Wed, 06 Nov 2013 12:32 PM

Representing Rural Society: Labour and the Landscape in an Eighteenth Century Conversation Piece

A public lecture by Dr. Steve Hindle, Director of Research at the Huntington Library

Wednesday, November 6, 2013 | 7:00pm
Fletcher Challenge Theatre (1900)
SFU Harbour Centre
515 West Hastings Street

The social relations of production in agriculture remain one of the great underexplored areas in the economic history of early modern England. Although there has been increasing historiographical interest in the calculation of wage rates, there is little understanding either of the practices and rhythms of agricultural of work or of the meaning and value of rural labor to those who undertook it.

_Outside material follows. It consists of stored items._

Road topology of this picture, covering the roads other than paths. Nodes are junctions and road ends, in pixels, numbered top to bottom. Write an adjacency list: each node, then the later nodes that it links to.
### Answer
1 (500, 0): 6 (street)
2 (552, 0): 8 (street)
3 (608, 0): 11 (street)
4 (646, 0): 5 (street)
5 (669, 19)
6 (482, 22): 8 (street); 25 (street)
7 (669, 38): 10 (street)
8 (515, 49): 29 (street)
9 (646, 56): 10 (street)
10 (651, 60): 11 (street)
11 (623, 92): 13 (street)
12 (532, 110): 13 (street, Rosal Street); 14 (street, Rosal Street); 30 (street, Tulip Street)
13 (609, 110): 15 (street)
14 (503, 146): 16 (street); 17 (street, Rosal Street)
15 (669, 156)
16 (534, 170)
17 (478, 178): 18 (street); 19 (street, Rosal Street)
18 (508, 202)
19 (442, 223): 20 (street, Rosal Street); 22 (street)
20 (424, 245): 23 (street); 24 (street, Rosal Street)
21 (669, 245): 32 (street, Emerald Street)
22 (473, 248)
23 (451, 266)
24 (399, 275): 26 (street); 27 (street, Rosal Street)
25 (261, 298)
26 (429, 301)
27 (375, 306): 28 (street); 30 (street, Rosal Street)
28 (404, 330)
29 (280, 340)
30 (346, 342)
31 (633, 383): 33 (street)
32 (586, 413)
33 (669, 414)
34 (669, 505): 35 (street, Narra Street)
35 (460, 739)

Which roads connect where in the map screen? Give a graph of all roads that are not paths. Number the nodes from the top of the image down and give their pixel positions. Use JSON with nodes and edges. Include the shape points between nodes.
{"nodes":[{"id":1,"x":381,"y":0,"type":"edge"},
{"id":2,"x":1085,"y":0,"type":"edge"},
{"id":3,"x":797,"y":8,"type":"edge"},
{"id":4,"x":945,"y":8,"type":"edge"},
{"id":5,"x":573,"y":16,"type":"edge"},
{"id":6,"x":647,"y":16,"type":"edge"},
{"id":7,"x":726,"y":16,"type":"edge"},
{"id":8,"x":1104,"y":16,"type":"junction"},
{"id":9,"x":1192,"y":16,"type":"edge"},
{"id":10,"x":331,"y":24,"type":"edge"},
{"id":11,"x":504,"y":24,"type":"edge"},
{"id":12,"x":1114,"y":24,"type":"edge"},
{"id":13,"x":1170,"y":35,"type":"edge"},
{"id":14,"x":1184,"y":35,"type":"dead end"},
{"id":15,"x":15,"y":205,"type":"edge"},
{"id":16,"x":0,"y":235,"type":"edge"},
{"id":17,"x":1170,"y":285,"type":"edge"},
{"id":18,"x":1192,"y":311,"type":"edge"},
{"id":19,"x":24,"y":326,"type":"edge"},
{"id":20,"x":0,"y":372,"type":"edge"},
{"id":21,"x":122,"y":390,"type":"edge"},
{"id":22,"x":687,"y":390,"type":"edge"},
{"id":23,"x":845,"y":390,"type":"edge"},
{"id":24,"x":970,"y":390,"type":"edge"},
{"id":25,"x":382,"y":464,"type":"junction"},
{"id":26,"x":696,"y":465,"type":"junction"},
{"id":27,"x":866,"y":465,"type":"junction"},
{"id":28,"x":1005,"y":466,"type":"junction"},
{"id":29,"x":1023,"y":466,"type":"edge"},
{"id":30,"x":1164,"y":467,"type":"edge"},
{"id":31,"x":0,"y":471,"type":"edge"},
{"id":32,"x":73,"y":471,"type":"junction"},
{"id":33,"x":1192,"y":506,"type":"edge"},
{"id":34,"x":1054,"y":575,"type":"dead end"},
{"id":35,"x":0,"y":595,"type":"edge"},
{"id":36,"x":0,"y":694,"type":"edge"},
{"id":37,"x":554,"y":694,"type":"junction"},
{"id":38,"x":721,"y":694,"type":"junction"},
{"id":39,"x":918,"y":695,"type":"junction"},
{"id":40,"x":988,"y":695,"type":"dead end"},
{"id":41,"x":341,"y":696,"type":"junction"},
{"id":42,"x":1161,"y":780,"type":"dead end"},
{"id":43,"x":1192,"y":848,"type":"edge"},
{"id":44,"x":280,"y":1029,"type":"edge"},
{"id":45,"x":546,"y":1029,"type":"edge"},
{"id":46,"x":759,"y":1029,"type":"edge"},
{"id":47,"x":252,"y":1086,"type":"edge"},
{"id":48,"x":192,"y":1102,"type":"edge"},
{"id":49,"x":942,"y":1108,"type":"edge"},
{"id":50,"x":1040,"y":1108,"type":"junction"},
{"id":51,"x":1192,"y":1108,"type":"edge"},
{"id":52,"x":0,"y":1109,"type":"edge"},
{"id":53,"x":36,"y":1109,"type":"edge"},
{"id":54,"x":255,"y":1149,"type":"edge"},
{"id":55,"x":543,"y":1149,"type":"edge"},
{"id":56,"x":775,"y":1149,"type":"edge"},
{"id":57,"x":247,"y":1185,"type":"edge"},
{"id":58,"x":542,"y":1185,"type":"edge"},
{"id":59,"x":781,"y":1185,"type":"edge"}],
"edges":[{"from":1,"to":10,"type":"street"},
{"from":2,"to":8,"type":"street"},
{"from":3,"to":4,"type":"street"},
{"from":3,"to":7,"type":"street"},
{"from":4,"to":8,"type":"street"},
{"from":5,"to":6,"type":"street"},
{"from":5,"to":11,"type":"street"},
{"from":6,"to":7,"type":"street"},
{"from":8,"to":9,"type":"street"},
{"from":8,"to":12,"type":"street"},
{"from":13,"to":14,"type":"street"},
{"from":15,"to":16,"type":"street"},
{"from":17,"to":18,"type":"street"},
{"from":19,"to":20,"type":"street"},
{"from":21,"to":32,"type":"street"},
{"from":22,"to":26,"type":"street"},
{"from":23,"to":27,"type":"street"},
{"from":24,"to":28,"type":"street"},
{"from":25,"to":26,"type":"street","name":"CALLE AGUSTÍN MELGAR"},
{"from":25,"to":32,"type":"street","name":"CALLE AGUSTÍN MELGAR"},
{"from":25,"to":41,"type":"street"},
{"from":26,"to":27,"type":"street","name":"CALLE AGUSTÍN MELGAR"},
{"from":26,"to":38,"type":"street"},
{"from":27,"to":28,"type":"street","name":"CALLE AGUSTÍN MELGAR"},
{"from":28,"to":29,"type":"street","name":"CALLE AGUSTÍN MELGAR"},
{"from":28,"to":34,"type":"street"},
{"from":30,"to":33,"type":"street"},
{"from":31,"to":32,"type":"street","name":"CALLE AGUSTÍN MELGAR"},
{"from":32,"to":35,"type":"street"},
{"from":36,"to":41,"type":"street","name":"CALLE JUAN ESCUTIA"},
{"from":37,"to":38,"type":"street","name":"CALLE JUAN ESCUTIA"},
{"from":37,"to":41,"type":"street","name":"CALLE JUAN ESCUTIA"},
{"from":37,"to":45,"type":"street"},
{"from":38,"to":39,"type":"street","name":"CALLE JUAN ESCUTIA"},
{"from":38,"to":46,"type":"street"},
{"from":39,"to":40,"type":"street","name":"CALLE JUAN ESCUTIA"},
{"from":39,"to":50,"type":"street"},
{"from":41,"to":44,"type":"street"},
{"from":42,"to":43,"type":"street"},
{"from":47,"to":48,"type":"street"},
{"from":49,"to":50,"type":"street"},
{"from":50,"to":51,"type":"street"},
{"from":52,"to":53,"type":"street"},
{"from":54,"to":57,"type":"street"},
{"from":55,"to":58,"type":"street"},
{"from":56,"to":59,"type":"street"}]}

In this paper Steve Hindle explores these issues from the perspective of a historian using art historical evidence, specifically through a discussion of the dynamics of labor relations amongst harvest workers as depicted in the margins of Edward Haytley’s 1744 painting of the Montagu family at their estate at Sandelford Priory, near Newbury (Berkshire). By combining a close reading of the painting—and especially of the dress and the demeanor of the laborers—with an analysis of the Montagu correspondence held in the Huntington Library, Haytley’s depiction of harvest work at Sandelford can be placed into the context of debates about the improvement of the landscape, about the leisure preferences of the laboring poor and about the utility of poverty in seventeenth and eighteenth century England.